A Closer Look at the San Pasqual Battlefield by Briana S. Brigham
This paper will focus on various aspects of the San Pasqual Battlefield, located in Escondido, California. The notion of public memory, which emerges from the intersection of official and vernacular cultural expressions, will be explored through the history the San Pasqual Battlefield portrays (Bodnar 13). At a California State Park, such as the San Pasqual Battlefield, it is fair to say that visitors expect an unbiased assessment of the battle between the Californios and the Americans. “Museums are conventionally viewed as institutions dedicated to the conservation of valued objects and the education of the public” (Crane 44). As is the case with many American museums, spectators are being educated in a manner that focuses on American success against the “other,” in this case, people of Hispanic decent. The exhibit incorporates political messages, as evidenced by portraits of leaders and the public (Fried 394). This particular museum exhibits particular aspects of the battle in order to leave visitors with a collective memory that frames Americans to be the disadvantaged underdogs who are ultimately victorious.

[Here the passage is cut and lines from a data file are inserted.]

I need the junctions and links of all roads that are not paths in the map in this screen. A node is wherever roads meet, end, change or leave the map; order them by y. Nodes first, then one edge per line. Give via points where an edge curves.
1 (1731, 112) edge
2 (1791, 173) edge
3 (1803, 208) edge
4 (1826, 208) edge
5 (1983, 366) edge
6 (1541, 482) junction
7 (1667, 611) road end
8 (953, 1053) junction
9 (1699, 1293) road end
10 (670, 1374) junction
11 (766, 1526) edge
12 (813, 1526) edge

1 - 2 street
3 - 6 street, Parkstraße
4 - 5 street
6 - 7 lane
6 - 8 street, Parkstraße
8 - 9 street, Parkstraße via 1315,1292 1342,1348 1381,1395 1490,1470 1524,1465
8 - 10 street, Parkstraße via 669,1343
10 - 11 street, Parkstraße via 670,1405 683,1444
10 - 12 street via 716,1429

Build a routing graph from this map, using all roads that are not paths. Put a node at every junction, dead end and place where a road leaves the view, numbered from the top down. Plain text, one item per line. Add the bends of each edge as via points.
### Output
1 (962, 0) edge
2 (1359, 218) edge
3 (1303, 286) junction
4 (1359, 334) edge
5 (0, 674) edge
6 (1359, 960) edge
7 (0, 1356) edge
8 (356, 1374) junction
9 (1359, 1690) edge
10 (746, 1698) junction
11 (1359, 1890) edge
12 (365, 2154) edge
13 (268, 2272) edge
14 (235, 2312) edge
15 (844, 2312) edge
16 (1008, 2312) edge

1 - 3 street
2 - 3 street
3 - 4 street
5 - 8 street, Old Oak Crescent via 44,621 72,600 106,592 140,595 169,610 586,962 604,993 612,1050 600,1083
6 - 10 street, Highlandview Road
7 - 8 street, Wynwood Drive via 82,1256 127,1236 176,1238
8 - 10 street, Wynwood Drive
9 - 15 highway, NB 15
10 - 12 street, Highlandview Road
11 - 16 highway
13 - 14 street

The San Pasqual Battlefield makes it very apparent that museums are sponsored both by the government and privately and lend a hand in educating millions of children and adults (Crane 46). The museum makes a conscious effort to explore the disadvantages of the Americans in this particular battle by amplifying their success while conquering western territories, thus evoking patron emotions such as sympathy, pride, and patriotism.
Specifically, I would like to focus on some of the larger questions this museum brings to light when thinking about collective memory. For instance, as it is today, is the San Pasqual Battlefield museum working to portray a particular collective memory? Or perhaps, does the reenactment function as a way to interpret the San Pasqual Battle differently? Lastly, is there a way for this location to emphasize a different collective memory about the San Pasqual Battle, one that does not highlight either party as victorious? These are particularly important questions because this Battle is described as being one of the bloodiest and most controversial, not to mention the fact that both parties felt they won. The Americans fought for territory and lost approximately twenty-one men, as reported by General Stephen Kearny, while the Californios were proud to have successfully defended their land and only lost three men, as reported by Major Andre Pico. Exploring aspects of the museum will bring to light some of the general practices of museums in regard to creating a collective memory—in particular, the way the San Pasqual Battlefield works to shape a past worthy of public commemoration in the present (Bodnar 13).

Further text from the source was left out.